Review editor profileTopic Ownership
Financial calculators, Engineering calculators, Electrical and HVAC planning calculators, Investment, salary, loan, and technical design-estimate workflows
See ownership standardsMethodology & Updates
Page updated May 2026. Finance and engineering calculators are reviewed when formulas, rate assumptions, or technical references change, and during broader category refreshes.
How to Use the MIRR Calculator - Modified Internal Rate of Return
Step 1: Set Cash flows
Start with cash flows such as -10000, 2500, 3000, 3500, 4000 so the mirr calculation has the correct base.
Step 2: Complete the scenario inputs
Add finance rate, and reinvestment rate using the same period and quote convention as your source data.
Step 3: Review MIRR
Read the mirr result first, then check the supporting values to confirm the formula used the expected inputs.
Step 4: Compare against a benchmark
Compare the result with a required hurdle rate, cost of capital, acquisition price, or the NPV from a competing project.
How This MIRR Calculator - Modified Internal Rate of Return Works
MIRR Calculator - Modified Internal Rate of Return applies (FV positive cash flows / PV negative cash flows)^(1 / n) - 1 to the values entered in the form. Percentage inputs are converted to decimals during calculation, while currency, count, and list inputs keep their displayed units.
Cash-flow metrics depend heavily on sign convention, payment timing, discount rate selection, and whether cash flows are evenly spaced. The result should be read with the example inputs and formula reference below so the metric is tied to the exact scenario being modeled.
What You Need to Know
Worked Example Setup
The default setup follows the page scenario: Calculate modified IRR using separate finance and reinvestment rates.

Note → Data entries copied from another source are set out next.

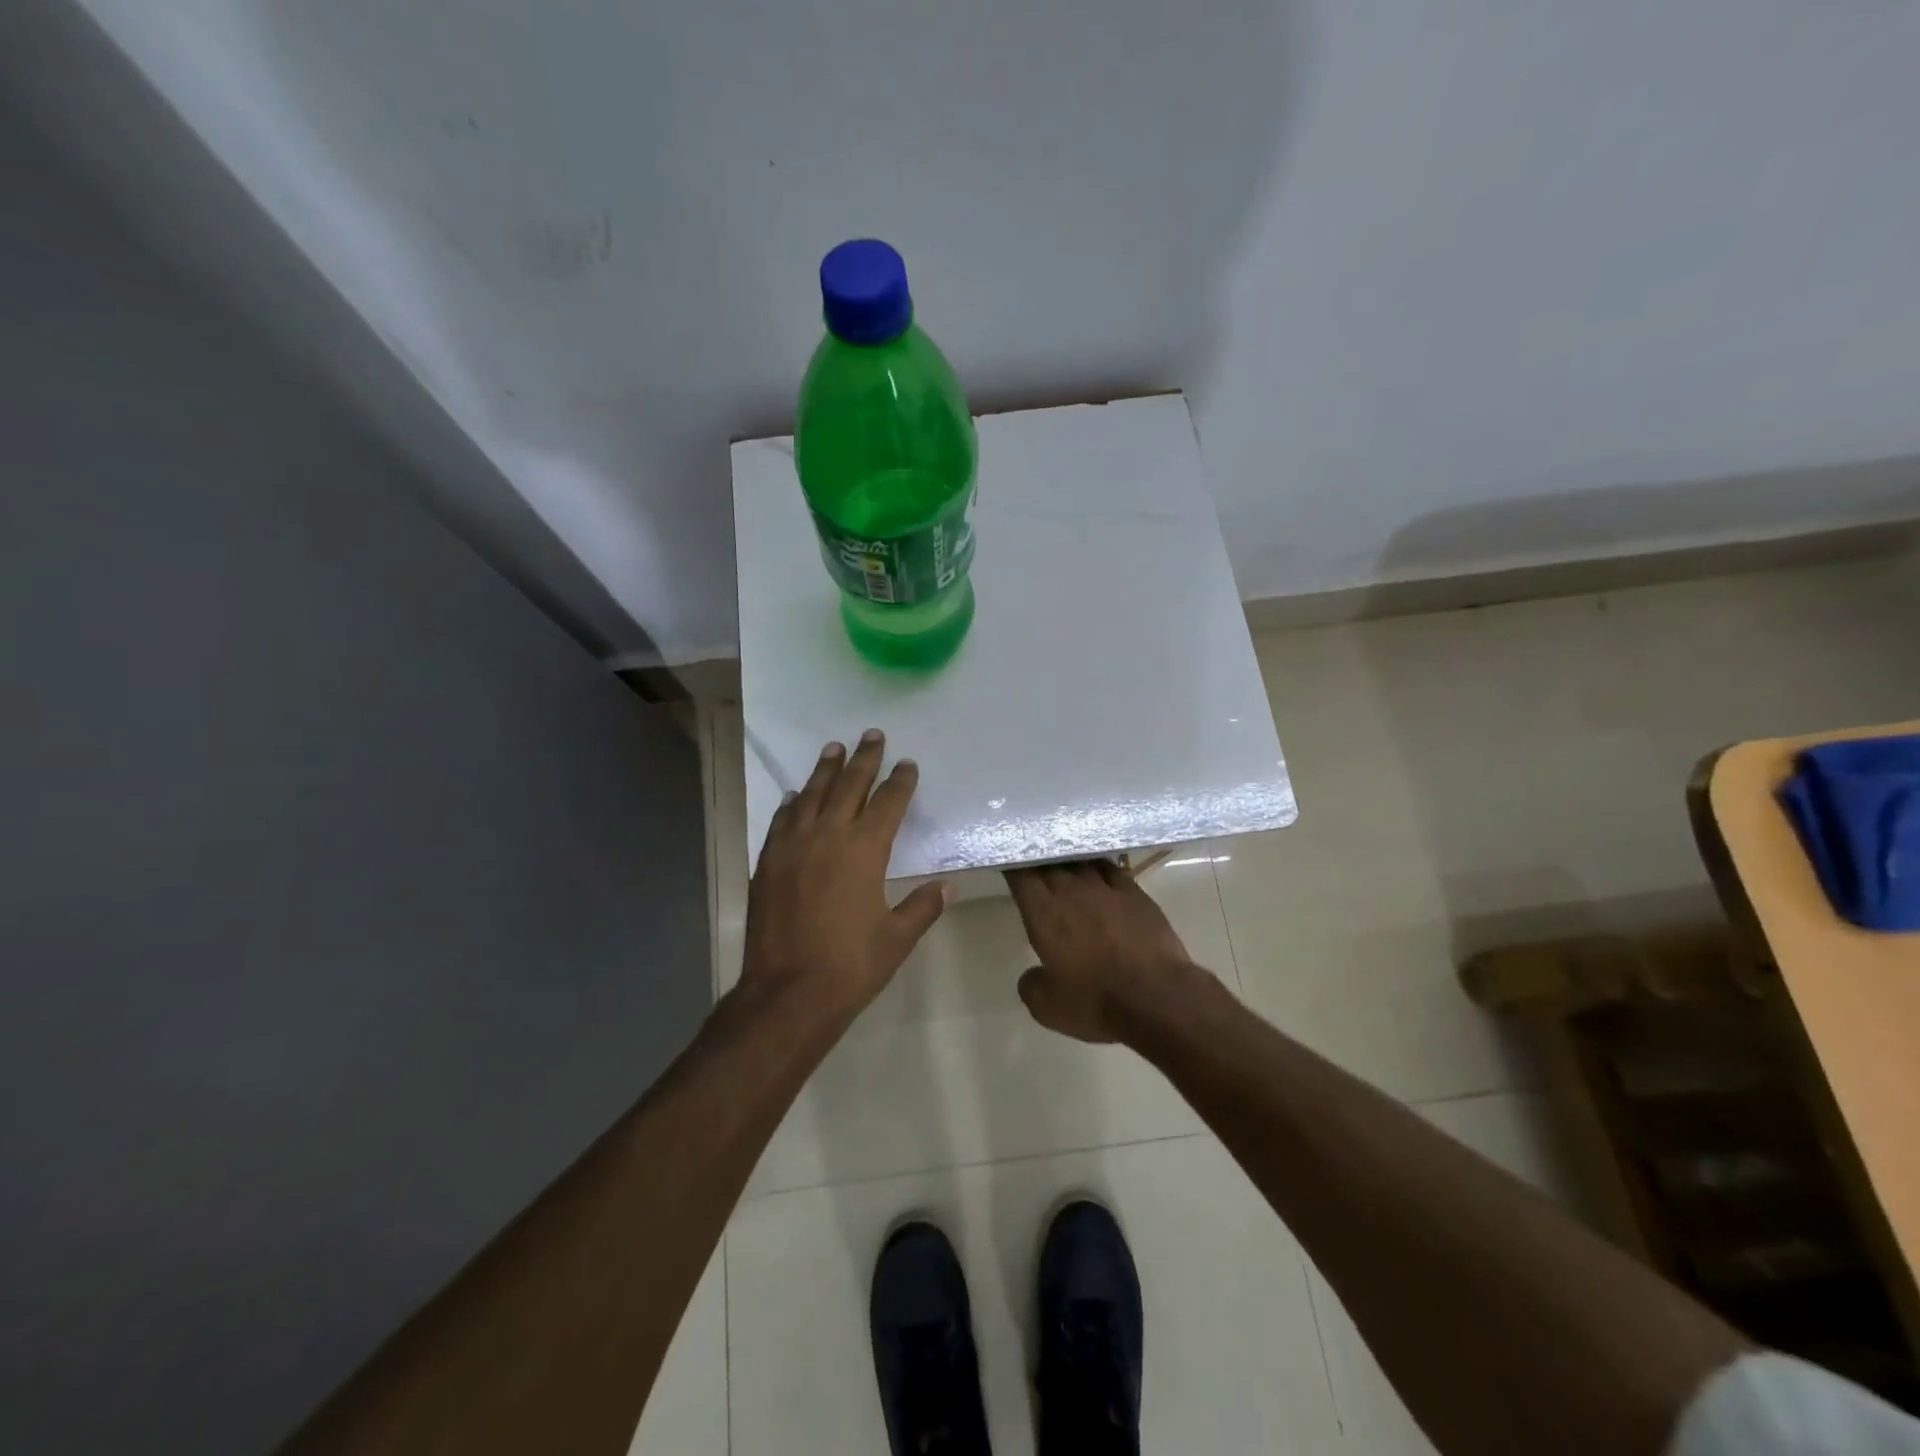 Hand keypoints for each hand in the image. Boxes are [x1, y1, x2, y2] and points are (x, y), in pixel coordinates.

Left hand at [739, 731, 948, 1024]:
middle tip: (871, 735)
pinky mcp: (768, 862)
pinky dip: (793, 804)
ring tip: (833, 748)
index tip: (907, 763)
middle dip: (863, 759)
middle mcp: (828, 836)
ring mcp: (793, 847)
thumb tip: (948, 885)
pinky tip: (796, 796)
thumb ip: (923, 906)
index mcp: (865, 850)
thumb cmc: (851, 965)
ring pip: (812, 795)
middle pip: (849, 786)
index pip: (888, 803)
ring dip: (825, 770)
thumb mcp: (897, 938)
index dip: (900, 781)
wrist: (788, 992)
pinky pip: (782, 821)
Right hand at [1003, 860, 1195, 1042]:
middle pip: (1049, 863)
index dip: (1012, 866)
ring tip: (1062, 864)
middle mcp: (1071, 892)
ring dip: (1067, 861)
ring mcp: (1105, 889)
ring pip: (1079, 862)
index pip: (1021, 876)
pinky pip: (1110, 869)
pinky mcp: (1134, 893)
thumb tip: (1033, 975)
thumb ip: (1032, 985)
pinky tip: (1097, 870)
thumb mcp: (1048, 1007)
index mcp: (1043, 914)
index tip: (1008, 864)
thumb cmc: (1096, 1001)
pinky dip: (1099, 866)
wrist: (1157, 997)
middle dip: (1038, 859)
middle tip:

Start with these values to check the formula, then replace each input with your own source data.
| Input | Example value | How to treat it |
|---|---|---|
| Cash flows | -10000, 2500, 3000, 3500, 4000 | Use the cash flows from the same scenario as the other inputs. |
| Finance rate | 6% | Use the finance rate from the same scenario as the other inputs. |
| Reinvestment rate | 8% | Use the reinvestment rate from the same scenario as the other inputs. |
Formula Reference
| Metric | Formula | Use |
|---|---|---|
| MIRR | (FV positive cash flows / PV negative cash flows)^(1 / n) - 1 | Modified return estimate |
Formula Terms Explained
The formula is only useful when each term comes from the same scenario. The table below maps the fields in the calculator to the values used in the worked example.
| Formula term | Example value | How the calculator uses it |
|---|---|---|
| Cash flows | -10000, 2500, 3000, 3500, 4000 | Parsed as an ordered list so each value keeps its position in the calculation. |
| Finance rate | 6% | Converted from a percentage to a decimal before the formula is applied. |
| Reinvestment rate | 8% | Converted from a percentage to a decimal before the formula is applied. |
Worked Example Walkthrough
| Step | Example detail |
|---|---|
| 1. Start with the example inputs | Cash flows: -10000, 2500, 3000, 3500, 4000; Finance rate: 6%; Reinvestment rate: 8% |
| 2. Normalize the inputs | Finance rate 6%; Reinvestment rate 8% are treated as percentages and converted to decimals. |
| 3. Preserve list order | Cash flows: -10000, 2500, 3000, 3500, 4000 are read in order from first period to last period. |
| 4. Apply the formula | MIRR = (FV positive cash flows / PV negative cash flows)^(1 / n) - 1 |
| 5. Interpret the output | Read the mirr result with the supporting rows from the calculator widget before comparing it with a benchmark. |
When to Use MIRR Calculator - Modified Internal Rate of Return
| Use case | How it helps |
|---|---|
| Project screening | Test whether expected cash flows justify the upfront investment. |
| Valuation review | Discount future payments into present value terms. |
| Return comparison | Compare IRR or MIRR against a required hurdle rate. |
Interpreting MIRR
The output values a stream of payments by accounting for timing, discount rates, reinvestment assumptions, or terminal value.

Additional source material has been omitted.